During the mid 1980’s my niece and I went to Shea often during the summers – our schedules just worked out that way. Sitting up in the third tier behind home plate, we had a great view of the whole field. Hilary would take out her program and write the lineup in it so that she could keep score. She was in her early teens and our seat neighbors – usually guys – would look at her in awe, but she knew her baseball.
These were the Golden Years of the Mets and the place rocked. Davey Johnson had a great line-up,and he knew it. He also had a first baseman like no other I’d ever seen – Keith Hernandez – nicknamed the “Field General” who wasn’t always at first base, a guy who would sneak up towards home to catch the bunt, or he’d go over and counsel the pitcher and he’d check the outfield to make sure the guys were in position. He simply couldn’t stand still or keep quiet.
Nowadays, Keith shares the SNY broadcast booth with Gary Cohen and Ron Darling. It’s a top notch crew. Still unafraid to call them as he sees them Keith has been known to go down to the clubhouse or onto the field before a game to speak to an errant player. I hope they pay attention because they are getting tips and suggestions from the best first baseman I ever saw.
His book about the 1985 season is called “If At First – A Season with the Mets” was written with Mike Ryan and has been in my bookcase since it was published. It is the story of a year of baseball in Keith’s life and it will take you back to a life well lived at first base in Shea Stadium and the other stadiums around the league. Keith is a surprisingly good author – and the format of the book – like a diary with every day of the season covered – gives you the real Keith – all the happenings of the day, good and bad, on and off the field.
Here’s an excerpt from the cover:
“According to the New York Times, Keith Hernandez is a “consummate pro with the intensity of an artist”. In this rousing first-person account, the Gold Glove first baseman takes readers onto the field and into the clubhouse to capture all the drama and excitement of the New York Mets’ 1985 season.

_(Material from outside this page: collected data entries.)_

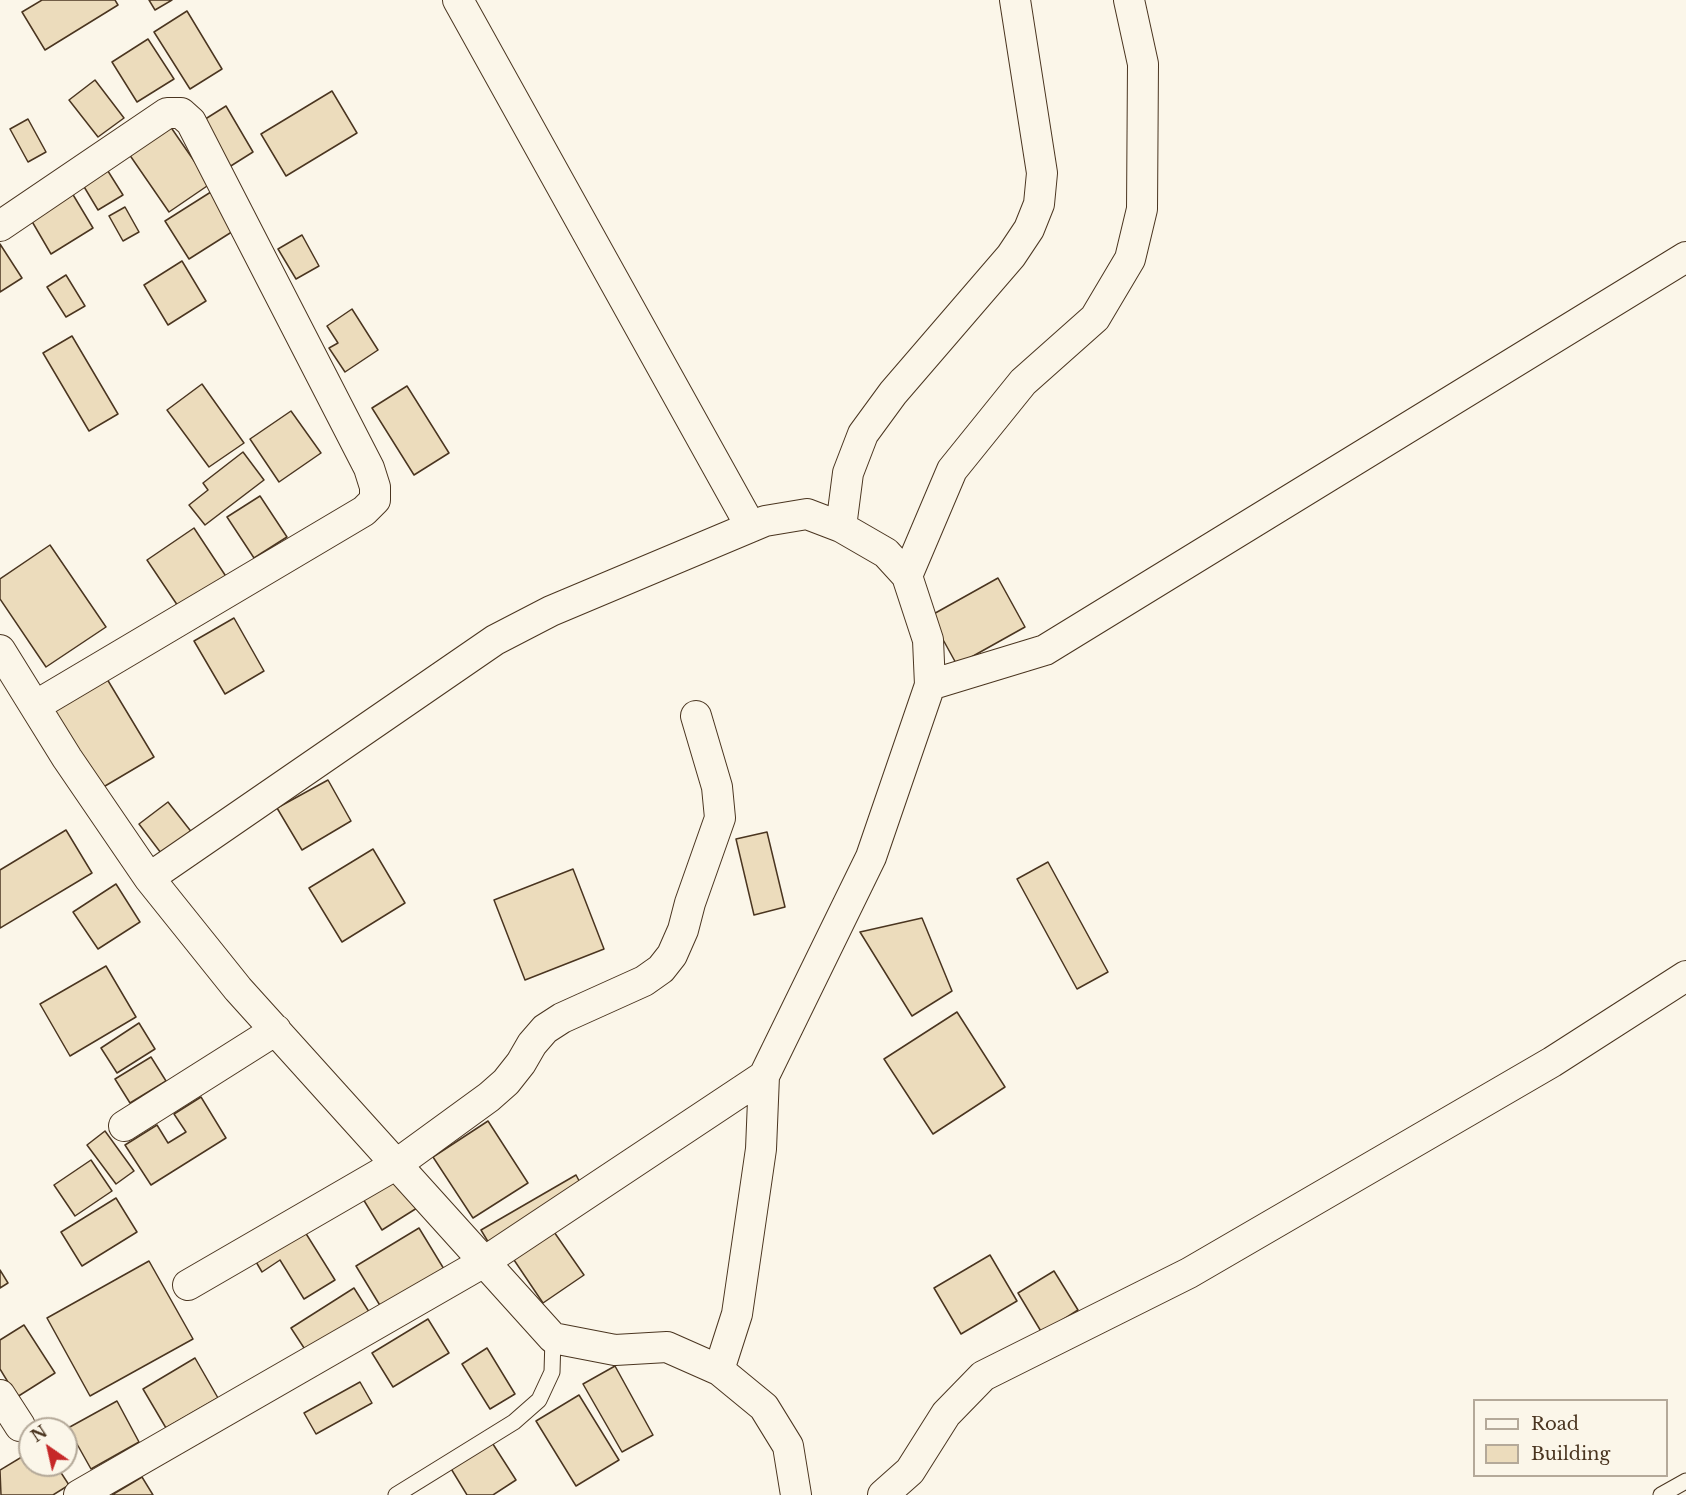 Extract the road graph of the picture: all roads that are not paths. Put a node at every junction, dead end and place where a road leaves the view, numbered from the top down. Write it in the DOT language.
graph roads {
  1 [pos="458,0"];
  2 [pos="1015,0"];
  3 [pos="1129,0"];
  4 [pos="0,226"];
  5 [pos="1686,257"];
  6 [pos="751,527"];
  7 [pos="841,527"];
  8 [pos="907,576"];
  9 [pos="0,650"];
  10 [pos="930,685"];
  11 [pos="34,706"];
  12 [pos="696,716"];
  13 [pos="149,878"];
  14 [pos="1686,976"];
  15 [pos="276,1030"];
  16 [pos="764,1076"];
  17 [pos="124,1126"];
  18 [pos="397,1164"];
  19 [pos="484,1262"];
  20 [pos="188,1285"];
  21 [pos="553,1338"];
  22 [pos="719,1370"];
  23 [pos="0,1395"];
  24 [pos="18,1423"];
  25 [pos="1686,1481"];
  26 [pos="79,1495"];
  27 [pos="396,1495"];
  28 [pos="796,1495"];
  29 [pos="883,1495"];
  30 [pos="1661,1495"];
  1 -- 6 [label="street"];
  2 -- 7 [label="street"];
  3 -- 8 [label="street"];
  4 -- 11 [label="street"];
  5 -- 10 [label="street"];
  6 -- 7 [label="street"];
  6 -- 13 [label="street"];
  7 -- 8 [label="street"];
  8 -- 10 [label="street"];
  9 -- 11 [label="street"];
  10 -- 16 [label="street"];
  11 -- 13 [label="street"];
  12 -- 18 [label="street"];
  13 -- 15 [label="street"];
  14 -- 29 [label="street"];
  15 -- 17 [label="street"];
  15 -- 18 [label="street"];
  16 -- 19 [label="street"];
  16 -- 22 [label="street"];
  18 -- 19 [label="street"];
  18 -- 20 [label="street"];
  19 -- 21 [label="street"];
  19 -- 26 [label="street"];
  21 -- 22 [label="street"];
  21 -- 27 [label="lane"];
  22 -- 28 [label="street"];
  23 -- 24 [label="street"];
  25 -- 30 [label="lane"];
}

For Hernandez – one of the most talented, thoughtful, and respected players in the game – it was a season of great anguish and great accomplishment. In spite of a pending divorce trial, public testimony about cocaine use among ballplayers, a brief strike, and one of the worst batting slumps of his career, Hernandez managed to lead the Mets brilliantly in their stirring drive down the stretch.
This is the story of one ballplayer, one ball team, and one highly anticipated season – from the first pitch to the final out. It is also the story of a way of life – As Keith Hernandez has lived it, as only he could tell it.”

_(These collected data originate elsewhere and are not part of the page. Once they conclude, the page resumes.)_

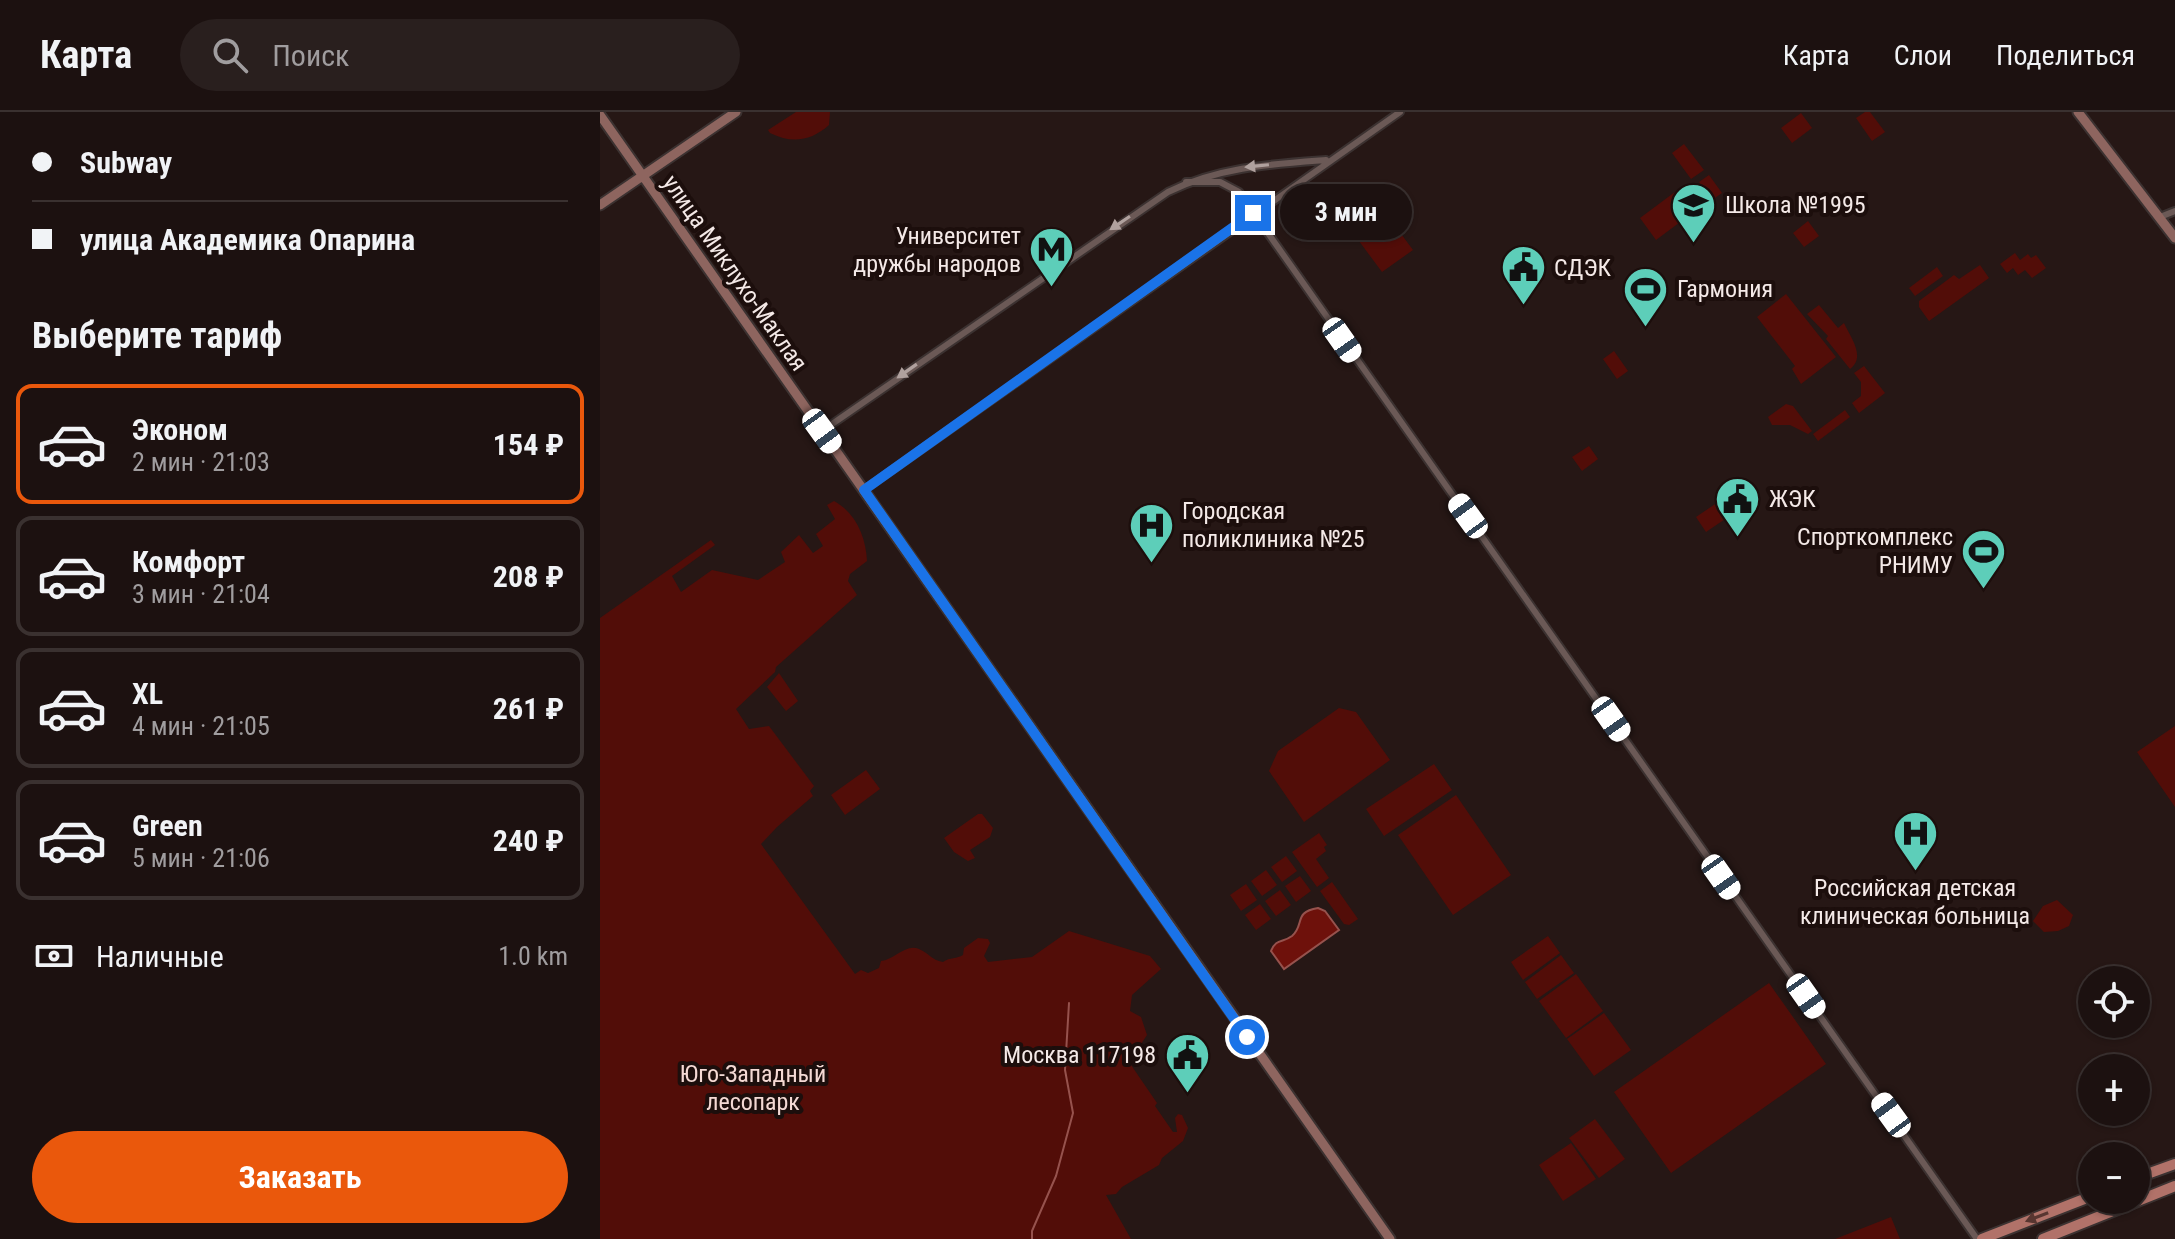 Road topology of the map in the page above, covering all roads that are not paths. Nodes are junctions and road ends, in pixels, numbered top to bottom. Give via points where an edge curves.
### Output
1 (736, 112) edge
2 (1400, 112) edge
3 (2078, 112) edge
4 (600, 115) edge
5 (1330, 160) junction
6 (643, 176) junction
7 (1186, 182) junction
8 (600, 205) edge
9 (2175, 211) edge
10 (1253, 213) junction
11 (2160, 217) junction
12 (2175, 238) edge
13 (822, 431) junction
14 (864, 490) junction
15 (2175, 1164) edge
16 (2150, 1173) edge
17 (2175, 1186) edge
18 (2078, 1201) edge
19 (1390, 1239) edge
20 (1980, 1239) edge
21 (2043, 1239) edge

1 - 6 main road
2 - 5 street
3 - 11 main road
4 - 6 main road, улица Миклухо-Маклая
5 -> 7 street via 1249,166
5 - 10 street
6 - 8 main road
6 - 13 main road, улица Миклухо-Маклая
7 - 10 street via 1230,185
7 -> 13 street via 1069,257
9 - 11 street
10 - 14 street
10 - 20 street
11 - 12 main road
13 - 14 main road, улица Миклухо-Маклая
14 - 19 main road, улица Миклухо-Маклая
15 - 16 main road
17 - 21 main road
18 -> 20 main road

The Mets have had some fine first basemen since ‘Mex’ retired – John Olerud, for instance and even this early, the young Ike Davis shows some promise. I’m sure many of his fans wished that Keith would return and manage, but he didn’t. He took some time away from the game and then returned – to the broadcast booth.
I can still see Keith being a hands on, top notch manager with all the skills he has, but he’s opted for sharing the booth with Ron and Gary.
That makes it an All Star Broadcast.